Southern Cal. Riverside.


----------



## BLK69JUDGE (Jun 10, 2010)

if it were me ..... and a 68 guy by heart
I would/might go at it almost the same way 
buy a set of GM 68 manuals 150.00 buy the books .. get 4 AMES catalogs 2 for you 2 for in the car
take a ton of pictures from every angle for reassembly purposes .... dont always expect them to remember
screws bolts brackets clips this and that 100 pictures ....
the position of the tie rod sleeves ,,, the way the bolts hold the sus pension inn nuts out or nuts in 
rear end also ,,,, pics coming apart ,,, dont be afraid to ask to stop by for pics too in diss assembly
send your gauges to Precision Pontiac for restoration ,,,, might be time to go to rally gauges and get your clock
rebuilt and your radio ,,,, get you dash pad redone if needed its a 7 month plus wait ,,, repop s are terrible
order your brake parts .. send your drive shaft out for joints and balance
4 speed car ?? send your linkage to Pete also at precision .... if you dont have rally gauges I have nice
spare originals .... clocks ... dash tachs etc .... hood tach ?? randys tach service ,,, have him build you one
for your ignition your using,,,,
alot of loose ends you can do to help the shop ;;;;
LEGENDARY interior ONLY dont cut corners.. buy assembled door panels,,,, buy GM sweet original window cranks and levers aftermarket suks ,,, 
but
It would depend on the condition of the body and frame now,,, as in rust and body damage ...
if it needs patch panels 
I would start at the glass shop and have the glass pulled from the doors 1/4 etc ... 
ask for ALL the trim back b4 it gets lost or bent ,,,, catagorize and replace bent trim while its in the shop
arm rests window cranks etc .... buy nice original parts and NOT REPOP
I would have the suspension shop pull the motor and trans .... 
have it power washed ,,,, have it media or soda blasted as a rolling shell
take it to the body shop get it 80% ready for paint ,,, maybe do the jams and edges firewall
inner fenders ... paint the dash and floor ,,,,
take it to the motor heads and let them do their miracle with a clean car...
work the bugs out
let the primer and body work breath for a few months while the engine gets done
leave the endura off so they are leaning over it ,,,
speaking of enduras,,, this is a big deal ,,, they are a pain in the ass to get to fit...
have the body shop get the fenders doors and endura ALL lined up with the hood and valnace
paint all the edges ,,,and back side of parts ,,, so its ready for touch ups and final paint and assembly
all B4 the engine goes in
then once its all lined up and you have looked at it ,,, have em pull the bumper n hood and hinges
and give the shell back to the engine guys ,,,,
easier to work on the engine with no front bumper 
also its super easy to pull the fenders for access also on the car wwith no fron bumoper

get it fired and broke in ish hang the endura 

buy new wiring from M and H ,,,its sweet factory replacement harnesses ,,,, and if your going to run after market ignition or ac or big alternator they can build you a harness for you application electric choke
etc ....

just my .02

Scoott

sorry about the ramble ,,, 2 barley pops and a big sandwich and Im gabbin


----------



## GtoFM (Mar 23, 2018)

.02, hell more like a nickel or even a dime's worth!
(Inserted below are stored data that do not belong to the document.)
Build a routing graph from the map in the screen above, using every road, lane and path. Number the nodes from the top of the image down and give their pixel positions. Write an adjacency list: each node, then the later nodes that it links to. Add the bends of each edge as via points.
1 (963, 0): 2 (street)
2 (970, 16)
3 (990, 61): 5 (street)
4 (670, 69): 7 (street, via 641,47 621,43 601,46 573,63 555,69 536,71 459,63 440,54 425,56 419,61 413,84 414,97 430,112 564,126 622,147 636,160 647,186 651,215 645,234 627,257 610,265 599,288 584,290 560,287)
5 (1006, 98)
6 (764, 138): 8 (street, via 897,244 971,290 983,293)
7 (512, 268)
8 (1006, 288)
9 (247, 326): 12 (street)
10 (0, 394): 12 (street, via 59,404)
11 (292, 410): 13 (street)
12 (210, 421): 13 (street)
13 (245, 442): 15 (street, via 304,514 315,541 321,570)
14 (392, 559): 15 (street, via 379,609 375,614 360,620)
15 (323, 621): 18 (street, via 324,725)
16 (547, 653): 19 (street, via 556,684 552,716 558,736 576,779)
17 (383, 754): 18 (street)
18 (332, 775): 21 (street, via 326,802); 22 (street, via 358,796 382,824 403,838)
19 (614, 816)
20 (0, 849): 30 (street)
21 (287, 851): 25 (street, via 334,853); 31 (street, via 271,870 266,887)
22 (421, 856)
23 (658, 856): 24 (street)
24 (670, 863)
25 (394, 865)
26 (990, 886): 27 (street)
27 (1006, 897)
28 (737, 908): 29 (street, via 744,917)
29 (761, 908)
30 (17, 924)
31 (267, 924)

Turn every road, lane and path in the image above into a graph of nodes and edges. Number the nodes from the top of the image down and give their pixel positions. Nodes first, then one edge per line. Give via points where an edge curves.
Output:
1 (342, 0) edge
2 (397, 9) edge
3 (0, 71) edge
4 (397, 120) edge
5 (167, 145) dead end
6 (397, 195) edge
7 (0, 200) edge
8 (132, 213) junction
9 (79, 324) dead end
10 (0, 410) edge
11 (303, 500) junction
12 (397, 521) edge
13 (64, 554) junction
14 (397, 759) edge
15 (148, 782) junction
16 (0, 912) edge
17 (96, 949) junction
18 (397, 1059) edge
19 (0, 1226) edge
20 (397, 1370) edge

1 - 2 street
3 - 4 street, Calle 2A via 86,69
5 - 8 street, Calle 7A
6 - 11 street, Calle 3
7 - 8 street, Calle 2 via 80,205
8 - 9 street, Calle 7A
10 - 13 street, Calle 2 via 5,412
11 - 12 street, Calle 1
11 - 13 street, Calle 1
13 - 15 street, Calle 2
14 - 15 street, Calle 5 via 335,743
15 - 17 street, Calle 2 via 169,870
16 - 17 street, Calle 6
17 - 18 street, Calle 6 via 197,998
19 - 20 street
Thanks for the details and suppliers BLK69JUDGE. Copied and pasted for reference on my '64 project.


----------



## RMTZ67 (Mar 12, 2011)

MannyD said:


> This is my first time posting. I am getting ready to restore my 68 GTO. It has been sitting in my carport for 25 years. I just dropped it off at my local garage that specializes in classic car restoration. No body or interior just engine, trans, suspension and wiring. They can’t get started on it for a couple months because they are so backed up. Looking for some advice on how to go about doing this the right way. I want to use the car as much as possible. Not looking for show quality but want it to look and drive good. Was told could be about 25000 at the shop it’s in now. About 4-8000 for interior. Not sure about paint and body yet. I live in California. Thanks in advance.


Looks like you have chosen already. But if things don't work out or seem right, give us a holler.


----------



## armyadarkness (Dec 7, 2020)

MannyD said:


> Thanks for the advice guys. I will definitely take it all to heart. Prices sound high but it is California. Ha. Do you think I’m starting out the right way by getting the engine and all mechanics done first? Are there certain steps to follow? Thanks again.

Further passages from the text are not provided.